GÜNDEM
Çölde yürüyen bir kişinin vahaya rastlaması gibi günler yaşıyoruz. İşsizlik almış başını gidiyor. Rakamlarda ne kadar oynarlarsa oynasınlar gözü açık belli bir kesim (amiyane tabirle) yemiyor. İnanan kesim de aslında kutuplaşmanın etkisi ile inanmış gibi gözüküyor. Fiyat artışları, o da almış başını gidiyor. Enflasyonun açıklananın kat be kat üstünde olduğunu herkes biliyor. Bir kısmı bu konudaki şikâyetlerini bangır bangır bağırsa da belli bir kesim yine kutuplaşmanın etkisiyle ‘’Yok canım! O kadar da değil..’’ demek zorunda kalıyor. Merkez Bankasının rezervleri tam takır kuru bakır olmuş, kovit-19 ile mücadele de istediğiniz kadar rakamları çarpıtın gerçek durumu bilen biliyor.
İnanın bu karamsar tabloyu yazmaktan çok ama çok rahatsız oluyorum. İşte tam bu tablonun altında ezilen siyasi iktidar ilk cümlede yazdığımız gibi çölde vahaya rastlıyor. Susuzluktan dili damağı kurumuş iktidar bir çay bardağı su için on takla atmaya hazırlanırken masasının üstüne bir sürahi su ve yanına da bardak konulmuş oluyor. Kim bu sürahi ve bardağı masaya koyanlar? Çöldeki vahayı yaratanlar…
Bir taraftan Fikri Sağlar, diğer taraftan İlker Başbuğ siyasi iktidarın imdadına koşuyorlar. Ekonomik krizin altında ezilen siyasi iktidarın gündem değiştirmesi için aradığı kanı vermiş oluyor. Asla iktidarın anladığı gibi düşünmeyen Sağlar ve Başbuğ’un açıklamaları eğilip, büyülerek yandaşlara servis edilip hiç değilse birkaç günlük nefes alma ortamı yaratıyor.
Sayın Fikri Sağlar siyasette yakından takip ettiğim, çok konuda da takdir ettiğim bir kişidir. Eşimin hemşerisi olması nedeniyle de ayrı bir yakınlık duyarım. Siyasetin fokur fokur kaynadığı bir ailenin içinden gelir. Ancak söylediklerine katılmıyorum. Velev ki söyledikleri doğru olsa bile Fikri Sağlar gibi aileden politikacı tecrübeli bir siyasetçinin bunu dile getirip ifşa etmesini ise hiç mi hiç kabul etmiyorum. Elbette halkın % 30 luk bir kesiminin güvenini kazananların hakkını vermek gerekir. Ancak bu, halkın istatistiklere göre % 62 sinin hukuka güvenini zedeleyen yargıçların ve yargı sisteminin yanında çok büyük bir azınlıkta olan başörtülü yargıçlara laf söylemenin pek anlamlı olduğunu kabul etmiyorum.

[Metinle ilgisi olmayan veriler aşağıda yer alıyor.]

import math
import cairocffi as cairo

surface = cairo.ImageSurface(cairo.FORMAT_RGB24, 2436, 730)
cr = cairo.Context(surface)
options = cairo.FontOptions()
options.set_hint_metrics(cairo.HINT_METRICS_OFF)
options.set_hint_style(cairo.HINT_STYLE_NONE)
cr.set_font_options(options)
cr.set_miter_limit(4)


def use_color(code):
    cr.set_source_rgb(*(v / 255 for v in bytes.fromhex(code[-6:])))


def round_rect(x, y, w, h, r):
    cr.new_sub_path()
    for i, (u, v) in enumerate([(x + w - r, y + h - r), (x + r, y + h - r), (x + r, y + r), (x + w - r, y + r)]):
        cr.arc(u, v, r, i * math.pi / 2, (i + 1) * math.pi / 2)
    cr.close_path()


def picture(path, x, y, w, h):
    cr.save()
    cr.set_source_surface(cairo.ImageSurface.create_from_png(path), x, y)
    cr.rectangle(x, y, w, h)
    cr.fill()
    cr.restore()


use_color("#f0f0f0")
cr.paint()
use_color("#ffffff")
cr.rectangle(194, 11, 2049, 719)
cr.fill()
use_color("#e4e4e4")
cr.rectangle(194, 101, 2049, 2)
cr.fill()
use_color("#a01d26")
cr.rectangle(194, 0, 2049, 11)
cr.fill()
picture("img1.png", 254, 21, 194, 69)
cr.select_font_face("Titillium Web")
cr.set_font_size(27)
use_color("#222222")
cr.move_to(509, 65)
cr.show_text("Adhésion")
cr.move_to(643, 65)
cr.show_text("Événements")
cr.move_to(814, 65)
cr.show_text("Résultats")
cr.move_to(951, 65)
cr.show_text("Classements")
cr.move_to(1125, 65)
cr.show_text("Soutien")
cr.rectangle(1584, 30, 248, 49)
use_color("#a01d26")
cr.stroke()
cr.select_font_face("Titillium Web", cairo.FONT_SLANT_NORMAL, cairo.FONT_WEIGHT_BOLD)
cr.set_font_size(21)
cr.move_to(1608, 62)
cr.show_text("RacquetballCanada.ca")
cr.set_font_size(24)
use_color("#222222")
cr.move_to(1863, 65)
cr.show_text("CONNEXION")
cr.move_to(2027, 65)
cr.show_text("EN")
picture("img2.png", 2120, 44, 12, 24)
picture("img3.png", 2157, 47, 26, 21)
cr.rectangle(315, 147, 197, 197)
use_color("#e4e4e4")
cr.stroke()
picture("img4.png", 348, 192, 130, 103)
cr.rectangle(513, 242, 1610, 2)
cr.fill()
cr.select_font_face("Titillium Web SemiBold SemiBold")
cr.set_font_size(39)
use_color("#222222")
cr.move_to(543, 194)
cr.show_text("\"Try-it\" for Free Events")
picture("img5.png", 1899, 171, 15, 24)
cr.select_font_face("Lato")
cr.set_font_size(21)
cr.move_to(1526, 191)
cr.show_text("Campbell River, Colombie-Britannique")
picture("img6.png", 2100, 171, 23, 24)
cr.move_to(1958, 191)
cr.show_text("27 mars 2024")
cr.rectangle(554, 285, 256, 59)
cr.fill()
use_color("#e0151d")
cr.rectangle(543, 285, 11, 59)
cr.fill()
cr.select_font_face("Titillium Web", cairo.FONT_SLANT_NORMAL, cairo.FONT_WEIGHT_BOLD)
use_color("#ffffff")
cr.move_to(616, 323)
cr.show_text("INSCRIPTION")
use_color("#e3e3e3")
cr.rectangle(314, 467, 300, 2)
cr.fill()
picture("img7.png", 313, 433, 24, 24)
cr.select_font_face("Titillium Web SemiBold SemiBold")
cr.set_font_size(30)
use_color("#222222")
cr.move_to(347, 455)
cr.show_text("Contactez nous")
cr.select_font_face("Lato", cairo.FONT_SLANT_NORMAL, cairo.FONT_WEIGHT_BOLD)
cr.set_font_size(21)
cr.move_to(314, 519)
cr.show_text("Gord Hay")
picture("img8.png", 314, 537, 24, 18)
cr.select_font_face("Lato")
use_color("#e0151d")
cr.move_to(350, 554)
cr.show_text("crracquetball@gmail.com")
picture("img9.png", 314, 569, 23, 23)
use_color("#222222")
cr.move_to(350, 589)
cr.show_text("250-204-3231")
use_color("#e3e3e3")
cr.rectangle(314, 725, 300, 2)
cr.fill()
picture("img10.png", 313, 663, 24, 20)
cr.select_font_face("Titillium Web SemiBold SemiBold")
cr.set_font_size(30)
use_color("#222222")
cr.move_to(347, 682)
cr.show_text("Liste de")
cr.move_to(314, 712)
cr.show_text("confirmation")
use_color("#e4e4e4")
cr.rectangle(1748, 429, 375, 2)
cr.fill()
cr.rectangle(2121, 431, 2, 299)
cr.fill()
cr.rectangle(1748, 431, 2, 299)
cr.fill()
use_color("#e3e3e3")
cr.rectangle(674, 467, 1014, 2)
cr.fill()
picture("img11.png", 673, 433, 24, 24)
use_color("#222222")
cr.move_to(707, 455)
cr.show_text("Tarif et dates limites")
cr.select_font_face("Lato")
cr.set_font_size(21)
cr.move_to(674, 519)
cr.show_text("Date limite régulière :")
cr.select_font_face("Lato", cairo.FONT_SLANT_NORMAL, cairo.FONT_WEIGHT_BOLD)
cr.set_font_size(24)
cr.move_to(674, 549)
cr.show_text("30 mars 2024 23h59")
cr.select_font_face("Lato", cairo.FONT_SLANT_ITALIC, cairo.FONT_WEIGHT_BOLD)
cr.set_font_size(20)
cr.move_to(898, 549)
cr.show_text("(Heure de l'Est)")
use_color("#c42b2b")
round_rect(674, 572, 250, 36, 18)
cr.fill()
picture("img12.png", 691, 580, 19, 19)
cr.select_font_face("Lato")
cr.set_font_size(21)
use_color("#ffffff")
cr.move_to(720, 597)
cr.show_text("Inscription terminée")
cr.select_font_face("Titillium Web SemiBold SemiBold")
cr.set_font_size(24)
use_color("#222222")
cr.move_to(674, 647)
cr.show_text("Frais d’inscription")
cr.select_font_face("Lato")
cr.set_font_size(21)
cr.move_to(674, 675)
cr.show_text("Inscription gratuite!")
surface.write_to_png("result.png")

Sayın İlker Başbuğ’un söylediklerine gelince: Bir olay ancak bu kadar çarpıtılır. Sayın Başbuğ’un söylediklerinin geçmiş dönem için ortaya attığı bir tahmini, darbe çağrısı gibi algılamak ancak Hamza Yerlikaya için verilen mahkeme kararına rağmen mahkeme kararı var mı diye sorabilen bir hukukçu becerisidir. Bu arada Hamza Efendinin diplomasının sahteliğini yazan ağır ceza mahkemesi kararının ortalıkta dolanmasına karşılık ‘’Mahkeme kararı var mı?’’ diyen bir hukukçu milletvekilini bir türlü anlayamadığımı, bu beyanını hazmedemediğimi yazmadan geçemeyeceğim. Hukukçu olmasa mahkeme kararının ne demek olduğunu anlayamadı diyeceğim. Ama ne yazık ki hukukçu! Sayın Fikri Sağlar: Başörtüsünü bırak ta böyle hukukçuların yasa çıkarmasına bak lütfen!